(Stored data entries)
-- Opening Marker --

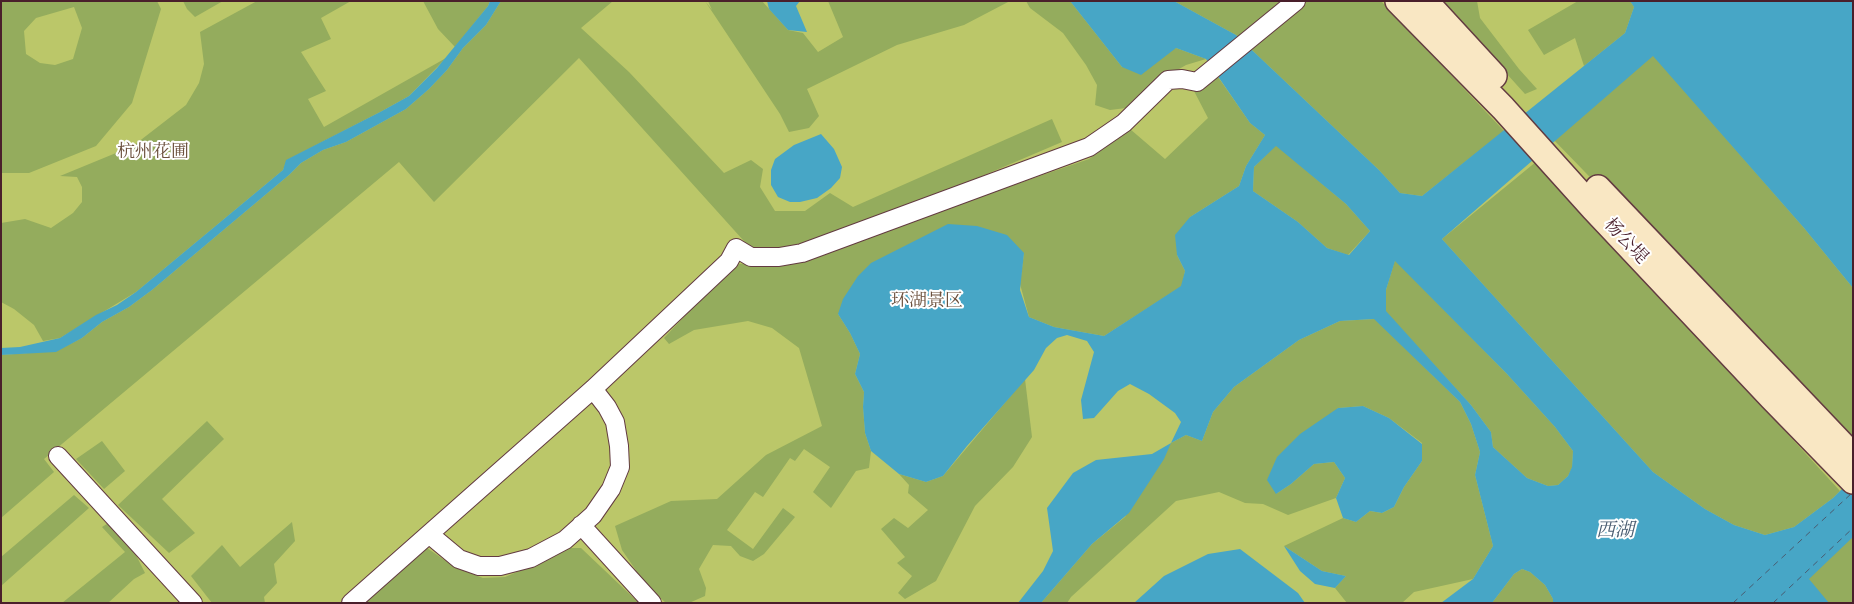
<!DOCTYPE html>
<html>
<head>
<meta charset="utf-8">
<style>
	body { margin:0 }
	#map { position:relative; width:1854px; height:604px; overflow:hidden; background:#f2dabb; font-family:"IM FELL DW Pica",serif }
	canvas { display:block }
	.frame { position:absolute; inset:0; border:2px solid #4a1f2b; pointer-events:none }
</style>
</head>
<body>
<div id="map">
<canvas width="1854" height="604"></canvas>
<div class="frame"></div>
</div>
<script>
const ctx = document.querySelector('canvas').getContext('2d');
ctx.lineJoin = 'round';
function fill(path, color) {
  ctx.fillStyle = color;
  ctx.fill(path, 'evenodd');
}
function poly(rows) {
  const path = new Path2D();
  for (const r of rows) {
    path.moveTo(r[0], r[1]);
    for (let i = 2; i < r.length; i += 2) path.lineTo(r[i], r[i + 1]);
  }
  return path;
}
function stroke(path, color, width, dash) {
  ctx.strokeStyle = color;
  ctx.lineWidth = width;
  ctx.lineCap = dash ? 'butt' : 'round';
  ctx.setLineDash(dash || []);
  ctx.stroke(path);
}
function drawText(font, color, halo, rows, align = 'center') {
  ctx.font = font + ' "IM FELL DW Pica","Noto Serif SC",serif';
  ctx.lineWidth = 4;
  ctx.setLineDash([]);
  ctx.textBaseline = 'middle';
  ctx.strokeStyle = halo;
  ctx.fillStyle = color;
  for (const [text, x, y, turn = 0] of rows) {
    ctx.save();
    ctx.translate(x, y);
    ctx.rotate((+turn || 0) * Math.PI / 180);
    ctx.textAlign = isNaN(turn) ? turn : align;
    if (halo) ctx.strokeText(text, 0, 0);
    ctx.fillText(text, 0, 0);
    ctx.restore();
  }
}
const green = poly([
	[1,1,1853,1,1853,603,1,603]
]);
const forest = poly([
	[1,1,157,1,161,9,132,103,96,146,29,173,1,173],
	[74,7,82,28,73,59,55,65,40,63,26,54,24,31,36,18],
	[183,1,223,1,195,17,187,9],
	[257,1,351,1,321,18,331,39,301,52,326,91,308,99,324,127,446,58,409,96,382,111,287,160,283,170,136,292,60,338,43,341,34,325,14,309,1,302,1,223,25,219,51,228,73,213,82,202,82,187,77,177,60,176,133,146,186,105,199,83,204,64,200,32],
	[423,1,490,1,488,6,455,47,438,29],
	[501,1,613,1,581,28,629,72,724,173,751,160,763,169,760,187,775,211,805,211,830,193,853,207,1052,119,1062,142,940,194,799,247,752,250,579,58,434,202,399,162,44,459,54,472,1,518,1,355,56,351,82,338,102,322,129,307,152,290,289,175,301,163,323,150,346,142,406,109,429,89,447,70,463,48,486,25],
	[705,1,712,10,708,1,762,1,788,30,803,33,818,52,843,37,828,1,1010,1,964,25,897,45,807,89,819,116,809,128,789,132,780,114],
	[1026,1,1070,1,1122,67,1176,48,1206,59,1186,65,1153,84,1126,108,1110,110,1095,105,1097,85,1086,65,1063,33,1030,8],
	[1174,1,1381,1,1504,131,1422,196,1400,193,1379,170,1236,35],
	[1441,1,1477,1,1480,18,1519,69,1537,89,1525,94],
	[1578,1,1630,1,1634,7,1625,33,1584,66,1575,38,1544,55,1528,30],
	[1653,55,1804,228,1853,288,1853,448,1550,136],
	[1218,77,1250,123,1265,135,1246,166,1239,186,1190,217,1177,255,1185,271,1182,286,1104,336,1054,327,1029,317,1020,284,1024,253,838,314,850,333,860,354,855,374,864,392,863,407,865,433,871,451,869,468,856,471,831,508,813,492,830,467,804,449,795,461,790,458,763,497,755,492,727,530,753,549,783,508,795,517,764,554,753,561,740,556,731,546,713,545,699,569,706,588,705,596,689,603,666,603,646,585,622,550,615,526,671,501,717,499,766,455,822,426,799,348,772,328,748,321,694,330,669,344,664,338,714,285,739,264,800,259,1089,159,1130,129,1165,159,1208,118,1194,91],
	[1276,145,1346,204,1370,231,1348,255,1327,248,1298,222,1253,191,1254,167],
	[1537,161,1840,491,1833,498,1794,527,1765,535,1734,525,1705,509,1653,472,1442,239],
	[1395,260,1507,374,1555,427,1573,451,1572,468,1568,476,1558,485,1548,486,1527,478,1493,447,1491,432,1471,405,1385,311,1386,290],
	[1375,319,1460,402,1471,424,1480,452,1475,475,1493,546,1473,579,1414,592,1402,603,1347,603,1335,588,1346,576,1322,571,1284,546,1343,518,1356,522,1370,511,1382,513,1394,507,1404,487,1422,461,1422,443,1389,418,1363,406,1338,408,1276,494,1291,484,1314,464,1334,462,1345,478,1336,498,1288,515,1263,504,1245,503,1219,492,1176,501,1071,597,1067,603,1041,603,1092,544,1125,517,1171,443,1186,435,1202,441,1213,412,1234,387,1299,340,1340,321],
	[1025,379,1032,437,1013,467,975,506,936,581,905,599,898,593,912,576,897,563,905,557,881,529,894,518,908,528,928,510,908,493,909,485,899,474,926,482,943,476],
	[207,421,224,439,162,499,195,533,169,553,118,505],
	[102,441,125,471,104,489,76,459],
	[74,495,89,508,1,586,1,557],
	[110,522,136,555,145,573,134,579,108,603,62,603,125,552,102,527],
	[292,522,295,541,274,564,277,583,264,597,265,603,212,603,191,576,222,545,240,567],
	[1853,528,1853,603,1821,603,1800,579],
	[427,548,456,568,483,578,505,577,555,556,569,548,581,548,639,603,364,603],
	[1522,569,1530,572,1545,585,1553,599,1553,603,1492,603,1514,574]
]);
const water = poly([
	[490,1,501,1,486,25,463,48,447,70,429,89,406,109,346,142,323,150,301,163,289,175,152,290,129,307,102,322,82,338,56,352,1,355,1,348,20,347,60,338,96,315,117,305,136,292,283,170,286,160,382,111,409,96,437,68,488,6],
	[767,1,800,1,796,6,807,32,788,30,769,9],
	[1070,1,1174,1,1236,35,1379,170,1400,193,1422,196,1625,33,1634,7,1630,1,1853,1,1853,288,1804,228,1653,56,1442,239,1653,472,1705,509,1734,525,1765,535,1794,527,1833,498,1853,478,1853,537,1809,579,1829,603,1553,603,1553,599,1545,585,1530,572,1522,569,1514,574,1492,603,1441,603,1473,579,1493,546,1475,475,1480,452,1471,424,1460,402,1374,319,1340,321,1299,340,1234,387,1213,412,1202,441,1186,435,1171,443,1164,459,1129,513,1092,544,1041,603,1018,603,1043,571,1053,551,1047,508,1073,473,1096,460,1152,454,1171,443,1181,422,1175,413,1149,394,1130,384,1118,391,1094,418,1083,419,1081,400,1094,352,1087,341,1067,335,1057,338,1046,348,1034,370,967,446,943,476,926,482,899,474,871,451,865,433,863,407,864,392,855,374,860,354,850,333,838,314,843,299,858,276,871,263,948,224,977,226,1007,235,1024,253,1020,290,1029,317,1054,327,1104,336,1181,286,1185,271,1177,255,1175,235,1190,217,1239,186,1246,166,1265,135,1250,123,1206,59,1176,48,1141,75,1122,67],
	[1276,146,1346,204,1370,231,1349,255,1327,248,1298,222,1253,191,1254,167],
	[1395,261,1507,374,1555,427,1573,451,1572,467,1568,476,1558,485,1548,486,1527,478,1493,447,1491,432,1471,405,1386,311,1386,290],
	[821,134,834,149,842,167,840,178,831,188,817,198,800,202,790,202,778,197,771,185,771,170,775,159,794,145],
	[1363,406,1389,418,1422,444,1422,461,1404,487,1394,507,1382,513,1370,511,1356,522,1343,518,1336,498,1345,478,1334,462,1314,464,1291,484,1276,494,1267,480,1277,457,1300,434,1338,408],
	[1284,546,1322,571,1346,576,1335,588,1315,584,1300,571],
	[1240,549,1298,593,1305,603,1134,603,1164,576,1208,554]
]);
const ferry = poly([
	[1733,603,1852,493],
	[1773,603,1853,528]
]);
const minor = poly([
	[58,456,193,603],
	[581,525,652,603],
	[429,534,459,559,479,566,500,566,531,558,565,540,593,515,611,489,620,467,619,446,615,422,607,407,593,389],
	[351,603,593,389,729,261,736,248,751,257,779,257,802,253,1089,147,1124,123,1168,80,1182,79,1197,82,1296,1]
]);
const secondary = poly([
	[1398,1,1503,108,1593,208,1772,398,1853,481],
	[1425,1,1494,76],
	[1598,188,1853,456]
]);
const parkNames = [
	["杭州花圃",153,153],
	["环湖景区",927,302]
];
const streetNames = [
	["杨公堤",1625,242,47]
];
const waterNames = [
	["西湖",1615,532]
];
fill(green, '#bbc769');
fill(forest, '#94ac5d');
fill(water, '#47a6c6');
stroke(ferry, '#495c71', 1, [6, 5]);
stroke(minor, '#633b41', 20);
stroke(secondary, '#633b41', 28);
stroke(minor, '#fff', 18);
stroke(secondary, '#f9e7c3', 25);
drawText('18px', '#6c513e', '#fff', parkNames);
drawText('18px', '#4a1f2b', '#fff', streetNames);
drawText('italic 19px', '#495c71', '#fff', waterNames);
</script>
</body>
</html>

-- Closing Marker --

* **Aim of the task**
Set down, exactly as they stand above, the lines starting with the line with "ctx.fill(path, 'evenodd');" and going on through the line with "ctx.rotate((+turn || 0) * Math.PI / 180);", and no others.

* **Solution below**
  ctx.fill(path, 'evenodd');
}
function poly(rows) {
  const path = new Path2D();
  for (const r of rows) {
    path.moveTo(r[0], r[1]);
    for (let i = 2; i < r.length; i += 2) path.lineTo(r[i], r[i + 1]);
  }
  return path;
}
function stroke(path, color, width, dash) {
  ctx.strokeStyle = color;
  ctx.lineWidth = width;
  ctx.lineCap = dash ? 'butt' : 'round';
  ctx.setLineDash(dash || []);
  ctx.stroke(path);
}
function drawText(font, color, halo, rows, align = 'center') {
  ctx.font = font + ' "IM FELL DW Pica","Noto Serif SC",serif';
  ctx.lineWidth = 4;
  ctx.setLineDash([]);
  ctx.textBaseline = 'middle';
  ctx.strokeStyle = halo;
  ctx.fillStyle = color;
  for (const [text, x, y, turn = 0] of rows) {
    ctx.save();
    ctx.translate(x, y);
    ctx.rotate((+turn || 0) * Math.PI / 180);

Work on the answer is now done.